Re: [PATCH 08/10] rcu: Allow to deactivate nocb on a CPU

From: Paul E. McKenney
Date: Thu May 14 2020 - 11:47:11 EST


On Thu, May 14, 2020 at 12:45:26AM +0200, Frederic Weisbecker wrote:
> On Wed, May 13, 2020 at 11:38:31AM -0700, Paul E. McKenney wrote:
> > On Wed, May 13, 2020 at 06:47:12PM +0200, Frederic Weisbecker wrote:
> > > +static void __rcu_nocb_rdp_deoffload(struct rcu_data *rdp)
> > > +{
> > > + unsigned long flags;
> > > + struct rcu_node *rnp = rdp->mynode;
> > > +
> > > + printk("De-offloading %d\n", rdp->cpu);
> > > + kthread_park(rdp->nocb_cb_kthread);
> >
> > I am a bit concerned about this, because from this point until the
> > end of this function, no RCU callbacks can be invoked for this CPU.
> > This could be a problem if there is a callback flood in progress, and
> > such callback floods are in fact one reason that the sysadm might want
> > to be switching from offloaded to non-offloaded. Is it possible to
> > move this kthread_park() to the end of this function? Yes, this can
> > result in concurrent invocation of different callbacks for this CPU,
> > but because we have excluded rcu_barrier(), that should be OK.
> >
> > Or is there some failure mode that I am failing to see? (Wouldn't
> > be the first time...)
>
> Heh I actually worried about that. Ok the issue is that it leaves
> a window where nocb_cb and local caller of rcu_do_batch() can
> compete but the local caller doesn't lock the nocb_lock.

Indeed, my nightmare scenario involves some sort of preemption or
similar long delay at that point. Callbacks pile up, and then OOM!

> So there are two ways to solve that.:
>
> 1) - set cblist->offloaded = 0 locally
> - From the kthread while calling rcu_do_batch():
> check the value of cblist->offloaded everytime after
> we call rcu_nocb_lock() and stop messsing with the
> cblist and return when we see cblist->offloaded == 0
> - Allow to handle cblist locally without taking the nocb_lock
> - Park kthread
>
> But there I'm worried about races. Imagine we have:
>
>
> Kthread Local
> -------- -------
> rcu_do_batch() {
> rcu_nocb_lock()
> do stuff with cblist
> rcu_nocb_unlock()
> rcu_nocb_lock()
> set cblist->offloaded = 0
> rcu_nocb_unlock()
> ===> INT or preemption
> rcu_do_batch() {
> do stuff with cblist
>
> Are we guaranteed that the Local CPU will see the updates from
> the kthread while calling rcu_do_batch()?

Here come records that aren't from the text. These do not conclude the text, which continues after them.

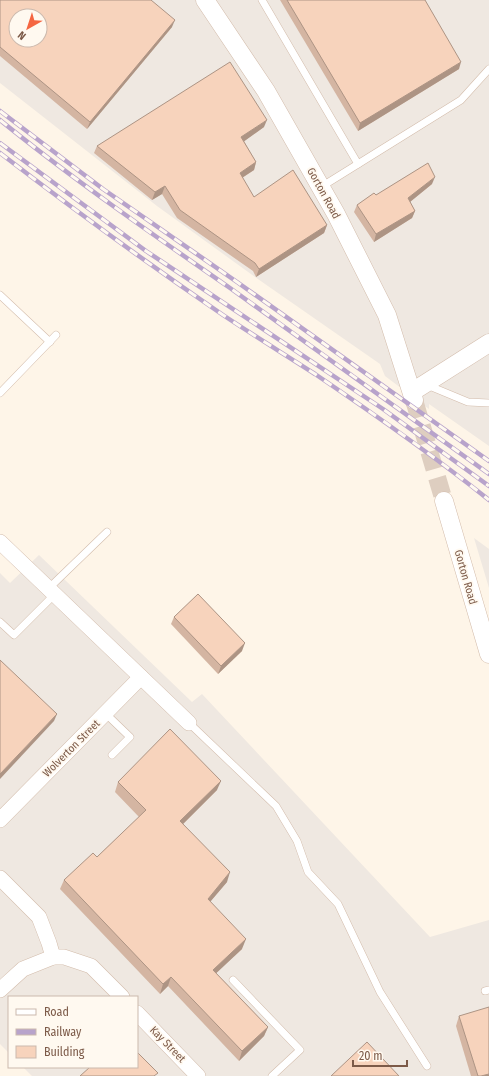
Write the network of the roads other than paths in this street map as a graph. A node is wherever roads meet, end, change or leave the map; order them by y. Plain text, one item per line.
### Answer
1 (206, 0) edge
2 (262, 0) edge
3 (489, 69) edge
4 (358, 164) junction
5 (321, 187) junction
6 (0, 295) edge
7 (56, 335) dead end
8 (50, 342) junction
9 (489, 343) edge
10 (417, 392) junction
11 (0, 393) edge
12 (489, 403) edge
13 (444, 501) tunnel mouth
14 (107, 532) dead end
15 (0, 542) edge
16 (52, 591) junction
17 (0, 622) edge
18 (489, 654) edge
19 (141, 677) junction
20 (105, 713) junction
21 (189, 723) joint
22 (112, 755) dead end
23 (0, 820) edge
24 (0, 878) edge
25 (53, 957) junction
26 (233, 980) dead end
27 (0, 990) edge
28 (121, 996) edge
29 (138, 1014) edge
30 (426, 1066) dead end
31 (198, 1076) edge
32 (272, 1076) edge

1 - 5 street, Gorton Road
2 - 4 lane
3 - 4 lane
4 - 5 lane
5 - 10 street, Gorton Road
6 - 8 lane
7 - 8 lane
8 - 11 lane
9 - 10 street
10 - 12 lane
13 - 18 street, Gorton Road
14 - 16 lane
15 - 16 street
16 - 17 lane
16 - 19 street
19 - 20 street, Wolverton Street
19 - 21 street
20 - 22 lane
20 - 23 street, Wolverton Street
21 - 30 lane
24 - 25 street
25 - 27 street
25 - 28 street
26 - 32 lane
29 - 31 street, Kay Street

I would tend to say
> yes but I'm not entirely sure...
>
> Oh wait, that solution also implies that we can't re-enqueue
> extracted callbacks if we spent took much time in threaded
> rcu_do_batch(), as the cblist may have been offloaded while
> we executed the extracted callbacks.
>
> That's a lot of corner cases to handle, which is why I prefer
> the other solution:
>
> 2) enum cblist_offloaded {
> CBLIST_NOT_OFFLOADED,
> CBLIST_(DE)OFFLOADING,
> CBLIST_OFFLOADED
> }
>
> - Locally set cblist->offloaded = CBLIST_DEOFFLOADING
> - From the kthread while calling rcu_do_batch(), do as
> usual.
> - Local CPU can call rcu_do_batch() and if it sees CBLIST_DEOFFLOADING,
> rcu_nocb_lock() will take the lock.
> - Park kthread
> - Locally set cblist->offloaded = CBLIST_NOT_OFFLOADED
> - Local calls to rcu_do_batch() won't take the lock anymore.

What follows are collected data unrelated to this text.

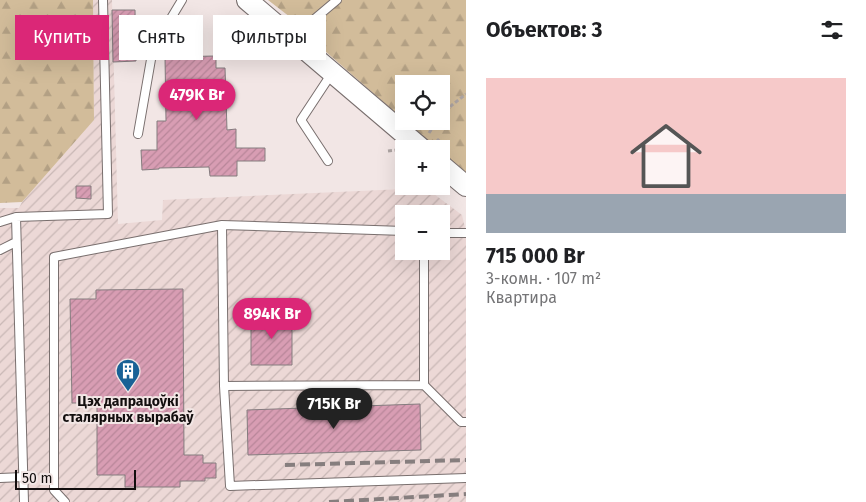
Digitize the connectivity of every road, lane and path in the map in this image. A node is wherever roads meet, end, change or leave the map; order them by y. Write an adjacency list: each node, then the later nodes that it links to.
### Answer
1 (103, 0): 16 (lane)
2 (182, 0): 11 (lane)
3 (247, 0): 5 (street)
4 (337, 0): 6 (lane)
5 (264, 15)
6 (319, 15)
7 (316, 60): 8 (street)
8 (332, 74): 12 (street); 13 (lane)
9 (466, 94): 10 (path)
10 (450, 107)
11 (138, 134)
12 (411, 140)
13 (328, 161)
14 (450, 173): 15 (street)
15 (466, 186)
16 (16, 217): 17 (lane); 22 (lane)
17 (0, 222)
18 (222, 225): 19 (lane); 26 (lane); 32 (lane)
19 (395, 231)
20 (450, 233): 21 (lane)
21 (466, 233)
22 (16, 242): 23 (lane); 28 (lane)
23 (0, 250)
24 (424, 260): 25 (lane)
25 (424, 385): 26 (lane); 27 (lane)
26 (224, 386): 30 (lane)
27 (466, 422)
28 (23, 477): 29 (lane); 31 (lane)
29 (0, 478)
30 (466, 478)
31 (24, 502)
32 (65, 502)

This last seems best to me. The transition from CBLIST_NOT_OFFLOADED
to CBLIST_OFFLOADING of course needs to be on the CPU in question with
at least bh disabled. Probably best to be holding rcu_nocb_lock(),
but that might just be me being overly paranoid.

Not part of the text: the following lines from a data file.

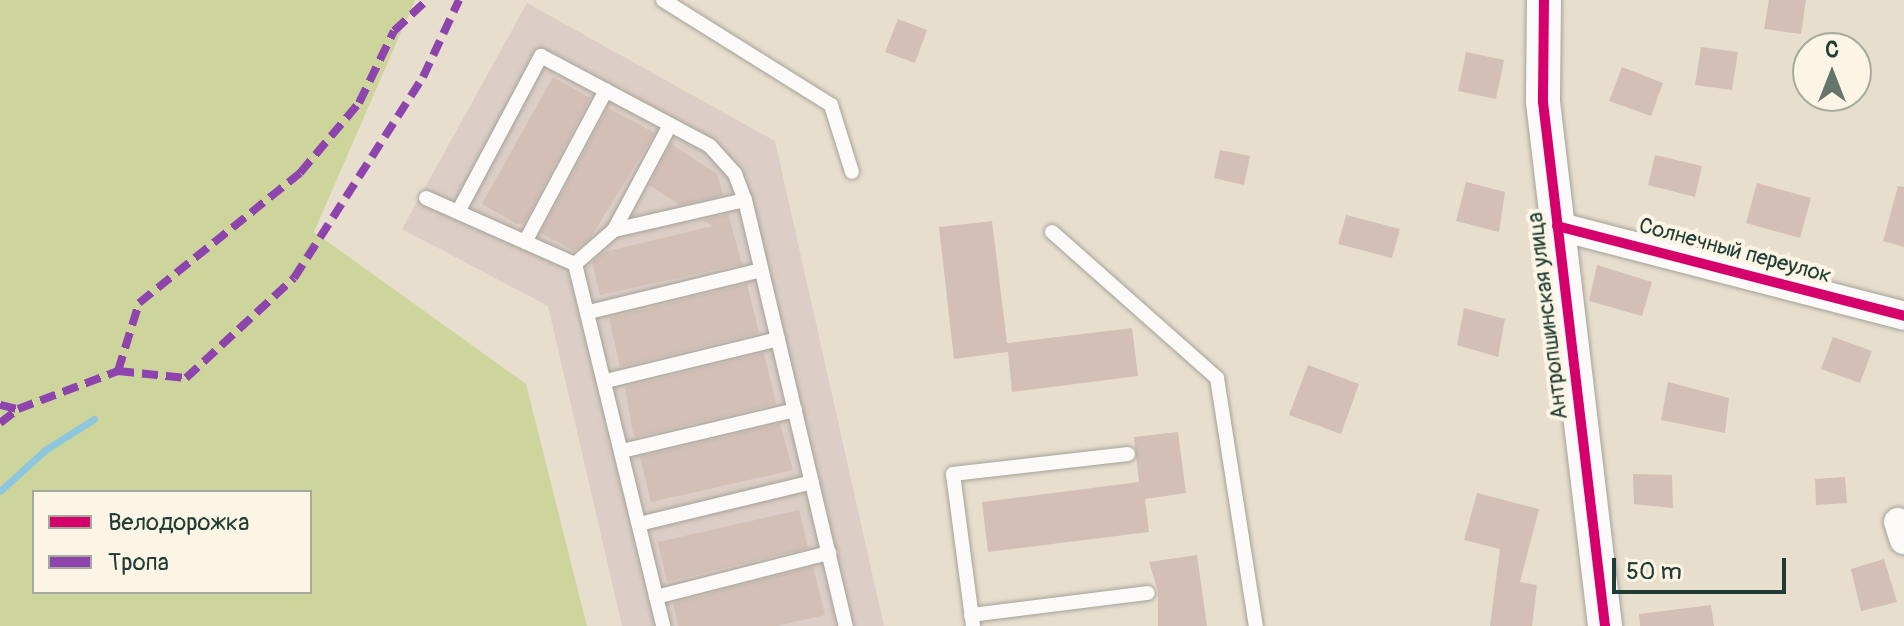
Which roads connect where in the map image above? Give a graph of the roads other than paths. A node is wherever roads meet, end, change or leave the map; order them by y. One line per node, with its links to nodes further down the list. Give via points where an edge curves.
1 (663, 0): 5 (lane, via 831,105)
2 (1544, 0): 9 (street, Антропшинская улица, via 1543,102)
3 (606, 90): 4 (lane); 8 (lane, via 541,56); 12 (lane)
4 (670, 125): 7 (lane, via 710,146 735,174); 10 (lane)
5 (852, 172)
6 (426, 198): 8 (lane)
7 (745, 200): 10 (lane); 14 (lane)
8 (458, 212): 12 (lane)
9 (1557, 226): 16 (street, Солнечный переулок); 31 (street, Антропшинская улица)
10 (614, 230): 13 (lane)
11 (1052, 232): 30 (lane, via 1217,378)
12 (525, 242): 13 (lane)
13 (575, 264): 15 (lane)
14 (761, 270): 15 (lane); 17 (lane)
15 (589, 312): 18 (lane)
16 (1904, 316)
17 (778, 339): 18 (lane); 19 (lane)
18 (606, 381): 20 (lane)
19 (795, 410): 20 (lane); 22 (lane)
20 (622, 451): 23 (lane)
21 (1128, 454): 27 (lane, via 953,474)
22 (812, 482): 23 (lane); 24 (lane)
23 (639, 524): 26 (lane)
24 (829, 553): 26 (lane); 29 (lane)
25 (1148, 593): 27 (lane)
26 (656, 597): 28 (lane)
27 (972, 620)
28 (663, 626)
29 (846, 626)
30 (1256, 626)
31 (1605, 626)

> > > +static long rcu_nocb_rdp_deoffload(void *arg)
> > > +{
> > > + struct rcu_data *rdp = arg;
> > > +
> > > + WARN_ON_ONCE(rdp->cpu != raw_smp_processor_id());
> > > + __rcu_nocb_rdp_deoffload(rdp);
> > > +
> > > + return 0;
> > > +}
> >
> > For example, is the problem caused by invocations of this
> > rcu_nocb_rdp_deoffload() function?
>
> How so?

It looked to me like it wasn't excluding either rcu_barrier() or CPU
hotplug. It might also not have been pinning onto the CPU in question,
but that might just be me misremembering. Then again, I didn't see a
call to it, so maybe its callers set things up appropriately.

OK, I will bite... What is the purpose of rcu_nocb_rdp_deoffload()? ;-)

> > But if so, do we really need to acquire rcu_state.barrier_mutex?
>
> Indeed it was probably not needed if we parked the kthread before
> anything, as we would have kept the callbacks ordering.
>
> But now if we allow concurrent callbacks execution during the small
> window, we'll need it.

Agreed! And I do believe that concurrent callback execution will
prove better than a possibly indefinite gap in callback execution.

> > That aside, if it is possible to do the switch without interrupting
> > callback invocation? Or is your idea that because we are always executing
> > on the CPU being deoffloaded, that CPU has been prevented from posting
> > callbacks in any case?
>
> No in the tiny window between kthread_park() and the irqs being disabled,
> the workqueue can be preempted and thus call_rcu() can be called anytime.

Agreed! ;-)

> > If the latter, does that mean that it is not
> > possible to deoffload offlined CPUs? (Not sure whether this restriction
> > is a real problem, but figured that I should ask.)
>
> Ah in the case of offlined CPUs I simply call the function directly from the CPU
> that disables the nocb remotely. So we remotely park the kthread (that we
> always do anyway) and set offlined.

And the cpus_read_lock() in rcu_nocb_cpu_deoffload() prevents that CPU
from coming back online, so looks good!

Thanx, Paul